[Stored items]
══════════

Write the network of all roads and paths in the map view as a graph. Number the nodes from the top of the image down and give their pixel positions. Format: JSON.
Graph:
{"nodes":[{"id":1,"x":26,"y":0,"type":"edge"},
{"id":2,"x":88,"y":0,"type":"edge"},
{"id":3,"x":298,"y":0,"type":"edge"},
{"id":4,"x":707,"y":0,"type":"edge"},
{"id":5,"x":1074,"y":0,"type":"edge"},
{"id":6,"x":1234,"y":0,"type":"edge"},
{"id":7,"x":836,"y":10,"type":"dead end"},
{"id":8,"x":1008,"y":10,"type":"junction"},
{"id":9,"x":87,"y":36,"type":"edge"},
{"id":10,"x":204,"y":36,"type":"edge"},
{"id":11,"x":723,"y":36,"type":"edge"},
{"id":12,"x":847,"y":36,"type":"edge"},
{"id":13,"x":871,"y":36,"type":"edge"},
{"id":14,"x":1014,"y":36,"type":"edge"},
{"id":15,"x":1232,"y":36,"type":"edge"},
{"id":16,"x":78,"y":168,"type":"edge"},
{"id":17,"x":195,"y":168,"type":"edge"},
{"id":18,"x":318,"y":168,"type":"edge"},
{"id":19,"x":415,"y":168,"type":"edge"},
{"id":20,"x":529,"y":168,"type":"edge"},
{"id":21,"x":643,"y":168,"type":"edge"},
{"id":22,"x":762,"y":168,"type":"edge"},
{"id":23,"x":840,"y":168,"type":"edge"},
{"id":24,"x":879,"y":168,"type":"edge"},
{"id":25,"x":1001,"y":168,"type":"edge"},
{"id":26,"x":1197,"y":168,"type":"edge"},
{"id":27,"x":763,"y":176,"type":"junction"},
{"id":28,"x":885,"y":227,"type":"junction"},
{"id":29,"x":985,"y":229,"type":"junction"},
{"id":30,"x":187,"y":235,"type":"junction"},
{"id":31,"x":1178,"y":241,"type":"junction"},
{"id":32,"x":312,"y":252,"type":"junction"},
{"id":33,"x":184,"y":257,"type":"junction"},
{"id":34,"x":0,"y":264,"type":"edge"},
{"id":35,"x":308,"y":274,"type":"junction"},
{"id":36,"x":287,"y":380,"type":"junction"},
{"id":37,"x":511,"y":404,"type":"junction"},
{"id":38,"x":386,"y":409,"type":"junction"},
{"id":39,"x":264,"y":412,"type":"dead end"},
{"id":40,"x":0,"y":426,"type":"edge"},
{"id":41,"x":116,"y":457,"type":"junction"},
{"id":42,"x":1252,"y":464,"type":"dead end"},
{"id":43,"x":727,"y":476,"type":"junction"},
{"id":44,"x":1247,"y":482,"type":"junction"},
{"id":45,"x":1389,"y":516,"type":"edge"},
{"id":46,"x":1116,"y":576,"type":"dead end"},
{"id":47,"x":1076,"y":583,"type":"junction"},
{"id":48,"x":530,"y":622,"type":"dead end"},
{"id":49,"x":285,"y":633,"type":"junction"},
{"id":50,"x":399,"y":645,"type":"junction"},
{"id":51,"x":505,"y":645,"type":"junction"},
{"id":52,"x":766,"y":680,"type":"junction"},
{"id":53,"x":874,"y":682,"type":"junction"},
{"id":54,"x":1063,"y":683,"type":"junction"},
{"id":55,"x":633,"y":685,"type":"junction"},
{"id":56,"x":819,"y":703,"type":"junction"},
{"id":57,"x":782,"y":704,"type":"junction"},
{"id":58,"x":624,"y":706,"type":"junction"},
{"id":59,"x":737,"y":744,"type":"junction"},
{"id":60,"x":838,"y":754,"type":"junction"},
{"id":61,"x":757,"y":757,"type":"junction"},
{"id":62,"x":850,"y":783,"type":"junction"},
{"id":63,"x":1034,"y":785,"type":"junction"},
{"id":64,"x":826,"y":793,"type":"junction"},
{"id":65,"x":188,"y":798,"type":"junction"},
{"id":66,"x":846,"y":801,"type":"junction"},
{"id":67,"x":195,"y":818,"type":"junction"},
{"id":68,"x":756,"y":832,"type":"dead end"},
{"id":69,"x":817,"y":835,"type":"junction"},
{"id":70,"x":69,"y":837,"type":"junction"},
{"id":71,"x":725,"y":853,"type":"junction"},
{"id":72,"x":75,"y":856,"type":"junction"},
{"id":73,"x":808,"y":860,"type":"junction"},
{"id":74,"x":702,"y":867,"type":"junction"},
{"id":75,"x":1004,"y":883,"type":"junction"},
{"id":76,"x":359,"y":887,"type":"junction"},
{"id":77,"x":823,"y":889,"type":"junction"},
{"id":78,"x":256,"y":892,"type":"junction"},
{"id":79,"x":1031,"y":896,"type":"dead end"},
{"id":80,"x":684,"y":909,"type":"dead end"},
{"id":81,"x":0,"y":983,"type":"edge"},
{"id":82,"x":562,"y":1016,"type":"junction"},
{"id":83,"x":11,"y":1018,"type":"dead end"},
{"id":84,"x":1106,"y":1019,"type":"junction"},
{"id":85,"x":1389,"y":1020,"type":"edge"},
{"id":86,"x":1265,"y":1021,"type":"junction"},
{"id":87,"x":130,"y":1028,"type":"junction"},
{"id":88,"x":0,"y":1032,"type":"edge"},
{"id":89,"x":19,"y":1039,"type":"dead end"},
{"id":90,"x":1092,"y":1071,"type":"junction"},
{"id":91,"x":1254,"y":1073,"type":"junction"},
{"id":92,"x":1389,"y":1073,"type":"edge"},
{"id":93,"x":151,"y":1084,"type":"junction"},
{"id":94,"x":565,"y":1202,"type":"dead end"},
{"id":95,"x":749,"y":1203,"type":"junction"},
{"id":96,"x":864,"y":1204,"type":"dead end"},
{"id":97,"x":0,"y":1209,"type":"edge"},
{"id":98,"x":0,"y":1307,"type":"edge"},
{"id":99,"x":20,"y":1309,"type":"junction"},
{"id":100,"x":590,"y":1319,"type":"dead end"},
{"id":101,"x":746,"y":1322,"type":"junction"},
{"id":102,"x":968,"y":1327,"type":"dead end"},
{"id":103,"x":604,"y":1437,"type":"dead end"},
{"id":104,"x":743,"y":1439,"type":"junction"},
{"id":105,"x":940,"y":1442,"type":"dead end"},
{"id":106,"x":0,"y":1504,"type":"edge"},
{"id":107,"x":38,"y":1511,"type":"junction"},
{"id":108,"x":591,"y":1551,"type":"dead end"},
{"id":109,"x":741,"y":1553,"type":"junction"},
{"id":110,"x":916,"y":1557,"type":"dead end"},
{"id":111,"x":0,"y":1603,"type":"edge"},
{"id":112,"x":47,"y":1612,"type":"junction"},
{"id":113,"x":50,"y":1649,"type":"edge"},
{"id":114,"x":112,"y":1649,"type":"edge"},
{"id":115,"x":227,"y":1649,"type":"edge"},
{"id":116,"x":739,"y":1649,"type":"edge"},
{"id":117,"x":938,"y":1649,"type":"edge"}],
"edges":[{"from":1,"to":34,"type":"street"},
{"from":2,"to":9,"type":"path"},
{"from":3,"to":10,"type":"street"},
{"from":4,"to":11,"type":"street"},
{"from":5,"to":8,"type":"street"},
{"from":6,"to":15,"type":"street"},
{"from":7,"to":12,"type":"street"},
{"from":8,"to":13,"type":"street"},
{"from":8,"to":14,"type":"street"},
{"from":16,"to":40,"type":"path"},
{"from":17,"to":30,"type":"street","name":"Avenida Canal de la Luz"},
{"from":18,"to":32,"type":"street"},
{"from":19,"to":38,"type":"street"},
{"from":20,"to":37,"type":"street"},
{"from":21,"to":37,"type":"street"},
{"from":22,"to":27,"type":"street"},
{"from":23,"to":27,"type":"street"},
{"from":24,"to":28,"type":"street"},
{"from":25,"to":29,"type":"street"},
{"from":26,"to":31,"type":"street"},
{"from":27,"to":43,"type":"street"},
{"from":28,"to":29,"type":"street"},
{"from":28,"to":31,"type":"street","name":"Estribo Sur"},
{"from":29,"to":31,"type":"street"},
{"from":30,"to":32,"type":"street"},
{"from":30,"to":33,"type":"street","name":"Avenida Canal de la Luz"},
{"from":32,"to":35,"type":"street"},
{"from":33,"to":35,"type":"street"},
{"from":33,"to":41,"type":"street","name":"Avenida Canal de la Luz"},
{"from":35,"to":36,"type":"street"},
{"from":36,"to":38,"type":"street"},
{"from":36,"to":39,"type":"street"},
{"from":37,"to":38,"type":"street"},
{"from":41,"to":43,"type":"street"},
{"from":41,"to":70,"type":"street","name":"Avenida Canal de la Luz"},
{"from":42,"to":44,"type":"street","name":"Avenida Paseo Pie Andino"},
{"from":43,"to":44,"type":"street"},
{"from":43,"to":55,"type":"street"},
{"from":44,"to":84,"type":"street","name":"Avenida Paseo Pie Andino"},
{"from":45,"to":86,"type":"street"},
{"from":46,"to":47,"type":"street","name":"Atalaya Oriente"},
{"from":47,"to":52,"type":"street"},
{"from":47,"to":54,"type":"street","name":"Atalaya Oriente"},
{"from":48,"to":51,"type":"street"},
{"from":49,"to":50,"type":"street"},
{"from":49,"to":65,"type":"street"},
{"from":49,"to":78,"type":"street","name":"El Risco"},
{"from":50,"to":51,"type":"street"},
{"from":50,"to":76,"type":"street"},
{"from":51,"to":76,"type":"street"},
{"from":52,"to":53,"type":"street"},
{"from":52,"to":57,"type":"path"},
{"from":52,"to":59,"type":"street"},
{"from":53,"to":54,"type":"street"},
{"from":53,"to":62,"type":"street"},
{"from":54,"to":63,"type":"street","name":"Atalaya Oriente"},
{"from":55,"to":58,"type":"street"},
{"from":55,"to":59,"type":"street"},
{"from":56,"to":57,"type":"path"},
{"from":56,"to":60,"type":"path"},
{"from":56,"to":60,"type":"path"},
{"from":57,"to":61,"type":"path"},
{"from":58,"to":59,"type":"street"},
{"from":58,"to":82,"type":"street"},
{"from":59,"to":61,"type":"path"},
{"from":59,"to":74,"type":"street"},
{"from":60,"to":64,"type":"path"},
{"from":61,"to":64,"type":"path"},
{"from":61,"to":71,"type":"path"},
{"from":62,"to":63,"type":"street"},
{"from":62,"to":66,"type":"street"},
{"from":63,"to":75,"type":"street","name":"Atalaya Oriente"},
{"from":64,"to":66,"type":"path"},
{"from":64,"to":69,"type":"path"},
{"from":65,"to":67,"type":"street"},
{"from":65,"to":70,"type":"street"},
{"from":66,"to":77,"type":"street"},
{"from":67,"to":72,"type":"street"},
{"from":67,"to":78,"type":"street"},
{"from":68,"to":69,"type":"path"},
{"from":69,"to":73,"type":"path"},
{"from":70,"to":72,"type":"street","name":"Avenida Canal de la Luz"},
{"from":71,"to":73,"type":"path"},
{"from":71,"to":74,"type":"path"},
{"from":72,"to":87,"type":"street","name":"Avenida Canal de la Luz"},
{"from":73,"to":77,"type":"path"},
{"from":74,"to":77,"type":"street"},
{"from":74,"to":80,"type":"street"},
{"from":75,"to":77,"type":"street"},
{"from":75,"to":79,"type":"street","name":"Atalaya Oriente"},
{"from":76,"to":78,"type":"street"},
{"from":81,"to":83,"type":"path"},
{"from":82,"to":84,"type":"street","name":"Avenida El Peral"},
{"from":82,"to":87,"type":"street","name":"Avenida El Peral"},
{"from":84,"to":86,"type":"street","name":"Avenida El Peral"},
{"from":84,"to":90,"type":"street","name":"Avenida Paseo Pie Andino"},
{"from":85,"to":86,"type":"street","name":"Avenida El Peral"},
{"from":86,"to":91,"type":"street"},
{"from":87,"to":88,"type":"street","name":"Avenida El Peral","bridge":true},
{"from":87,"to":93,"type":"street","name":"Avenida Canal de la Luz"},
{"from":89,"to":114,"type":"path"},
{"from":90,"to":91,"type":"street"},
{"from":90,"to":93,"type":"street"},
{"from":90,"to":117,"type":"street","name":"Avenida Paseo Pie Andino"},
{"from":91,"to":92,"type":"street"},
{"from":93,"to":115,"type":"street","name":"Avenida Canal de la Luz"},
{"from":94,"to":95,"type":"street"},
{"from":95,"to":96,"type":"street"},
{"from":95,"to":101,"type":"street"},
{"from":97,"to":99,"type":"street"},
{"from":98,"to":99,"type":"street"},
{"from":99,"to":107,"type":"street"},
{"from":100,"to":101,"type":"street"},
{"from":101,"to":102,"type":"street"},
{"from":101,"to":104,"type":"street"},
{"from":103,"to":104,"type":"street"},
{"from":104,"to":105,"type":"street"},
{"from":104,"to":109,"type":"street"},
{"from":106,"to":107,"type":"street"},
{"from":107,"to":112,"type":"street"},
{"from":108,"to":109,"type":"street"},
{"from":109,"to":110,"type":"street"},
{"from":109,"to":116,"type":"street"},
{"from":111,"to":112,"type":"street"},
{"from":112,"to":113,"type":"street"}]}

══════════

What this task involves
Find every line above that includes the word "Peral", then state how many there are and nothing more.

Answer to this exercise
5